Willich: Ein steiler Karrieresprung
VON JÜRGEN KARSTEN - zuletzt aktualisiert: 13.04.2007Willich (RPO). Die Willicher Opernsängerin Heike Grötzinger macht internationale Karriere: Stardirigent Zubin Mehta nahm sie nach seinem Abschied von der Bayerischen Staatsoper mit nach Valencia.
Waschechte Willicherin
Sie ist eine waschechte Willicherin: Heike Grötzinger machte Abitur am St. Bernhard-Gymnasium in Schiefbahn. Die Abiturfeier gestaltete sie selbst mit, sang die „Habanera“ aus der Oper „Carmen“ von Bizet. Schon seit der Sexta hatte sie im Schulchor des Gymnasiums mitgewirkt. 2005 gab sie einen Liederabend im Schloss Neersen. Nun schickt sich die Mezzosopranistin aus Willich endgültig an, die wichtigen Opernbühnen zu erobern.
In Valencia wird sie die Partie der Giovanna in der Oper „Rigoletto“ von Giuseppe Verdi singen. Premiere im großartigen neuen Musiktheater der südspanischen Stadt ist unter der Leitung von Zubin Mehta am 30. April.
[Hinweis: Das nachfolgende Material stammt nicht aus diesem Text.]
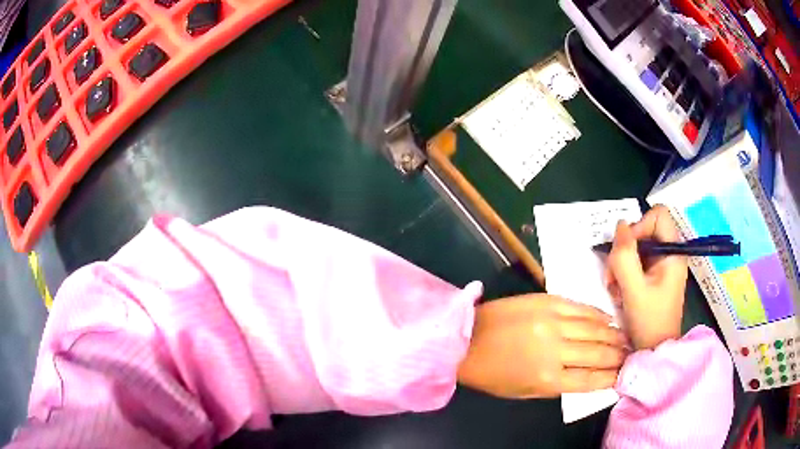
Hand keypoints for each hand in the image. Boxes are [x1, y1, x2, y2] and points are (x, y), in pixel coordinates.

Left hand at [457, 294, 626, 398]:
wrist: (466, 339)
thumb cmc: (492, 374)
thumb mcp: (524, 391)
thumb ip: (557, 386)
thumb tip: (586, 377)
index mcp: (548, 379)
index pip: (590, 380)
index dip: (611, 378)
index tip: (624, 374)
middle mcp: (556, 351)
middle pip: (598, 353)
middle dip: (618, 355)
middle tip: (631, 354)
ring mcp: (553, 322)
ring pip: (595, 328)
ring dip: (614, 334)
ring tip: (625, 337)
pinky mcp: (548, 301)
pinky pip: (581, 307)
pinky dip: (597, 314)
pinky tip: (608, 318)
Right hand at [605, 205, 688, 349]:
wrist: (654, 351)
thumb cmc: (649, 322)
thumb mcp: (634, 290)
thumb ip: (625, 257)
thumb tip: (619, 225)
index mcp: (673, 252)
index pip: (658, 215)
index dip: (640, 226)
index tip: (626, 251)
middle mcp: (670, 253)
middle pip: (644, 231)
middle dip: (625, 250)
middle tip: (614, 276)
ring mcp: (662, 265)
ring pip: (637, 247)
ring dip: (621, 265)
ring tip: (616, 288)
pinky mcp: (655, 275)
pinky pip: (636, 262)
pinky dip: (624, 274)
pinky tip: (620, 292)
Die Rolle der Gilda singt die Russin Anna Netrebko.
Heike Grötzinger hat in diesen Wochen anstrengende Arbeit zu leisten, pendelt sie doch zwischen Valencia und München, wo sie seit März 2005 Ensemblemitglied der Bayrischen Staatsoper ist, hin und her. Sie brillierte zuletzt mit der Rolle der Magdalena in Richard Wagners Oper „Die Meistersinger von Nürnberg“. Nicht zuletzt die großartigen gesanglichen Leistungen überzeugten Zubin Mehta davon, sie auch für Valencia zu verpflichten – ein steiler Karrieresprung für die Willicherin.
Sie singt in München auch die zweite Norn in der „Götterdämmerung“ von Richard Wagner, die Suzuki in Giacomo Puccinis „Madame Butterfly“, den Hänsel in Engelbert Humperdincks „Hänsel und Gretel“, die Wirtstochter in „Die Königskinder“, ebenfalls von Humperdinck, und die Mary in Richard Wagners Oper „Der Fliegende Holländer“.
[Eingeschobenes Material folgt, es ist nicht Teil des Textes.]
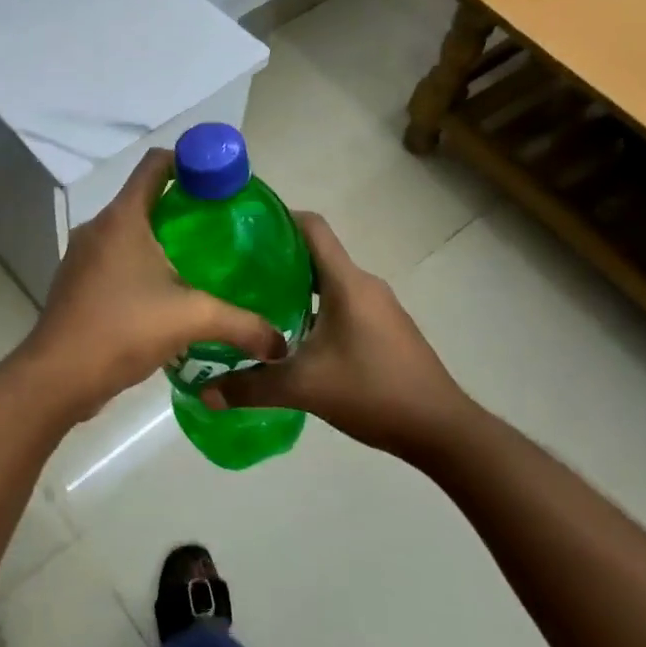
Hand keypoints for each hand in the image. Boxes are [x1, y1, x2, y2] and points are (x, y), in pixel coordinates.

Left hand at [17, 149, 286, 423]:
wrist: (59, 376)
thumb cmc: (123, 329)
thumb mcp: (191, 320)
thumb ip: (241, 324)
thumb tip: (280, 343)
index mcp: (123, 218)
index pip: (156, 164)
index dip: (189, 161)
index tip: (220, 181)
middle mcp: (99, 227)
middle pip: (144, 197)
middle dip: (182, 206)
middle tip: (220, 226)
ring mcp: (83, 255)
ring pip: (128, 230)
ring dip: (160, 238)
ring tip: (199, 261)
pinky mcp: (78, 282)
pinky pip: (115, 258)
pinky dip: (140, 263)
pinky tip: (165, 293)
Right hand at [211, 213, 472, 461]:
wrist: (441, 428)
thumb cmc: (373, 392)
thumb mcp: (304, 389)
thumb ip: (251, 387)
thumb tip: (204, 393)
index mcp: (346, 282)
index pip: (313, 227)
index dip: (279, 218)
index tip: (243, 228)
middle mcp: (364, 284)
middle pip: (316, 254)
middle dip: (277, 259)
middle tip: (236, 274)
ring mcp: (379, 307)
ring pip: (329, 282)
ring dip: (296, 287)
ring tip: (257, 305)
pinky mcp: (386, 328)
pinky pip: (343, 303)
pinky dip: (316, 308)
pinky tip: (293, 337)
In diesem Jahr wird sie in Valencia auch noch die Siegrune in Richard Wagners „Der Ring des Nibelungen“ singen. Ganz besonders freuen kann sie sich auch auf ihren Einsatz beim Festival d’Art Lyrique in Aix-en-Provence in Frankreich und vor allem auf ihr Engagement bei den Salzburger Festspielen unter der Leitung von Sir Simon Rattle im kommenden Jahr. Die Mezzosopranistin Heike Grötzinger studierte – nach erstem Gesangunterricht bei Rainer Templin – an der Musikhochschule Köln bei Professor Claudio Nicolai und Professor Klesie Kelly-Moog. Ihre künstlerische Reifeprüfung schloss sie dort mit Auszeichnung ab. Seither setzte sie ihre Ausbildung bei Astrid Varnay, Kammersängerin Hanna Schwarz, Kammersänger Kurt Moll und Kammersängerin Deborah Polaski fort. Von 1999 bis 2002 war sie Ensemblemitglied der Städtischen Bühnen Münster, wo sie unter anderem Rollen wie den Orlofsky in der Operette „Die Fledermaus“, die Olga in „Eugen Onegin“ und die Sünde in „Paradise Lost“ von Penderecki sowie die Wellgunde, die Siegrune und die zweite Norn in Wagner-Opern gestaltete.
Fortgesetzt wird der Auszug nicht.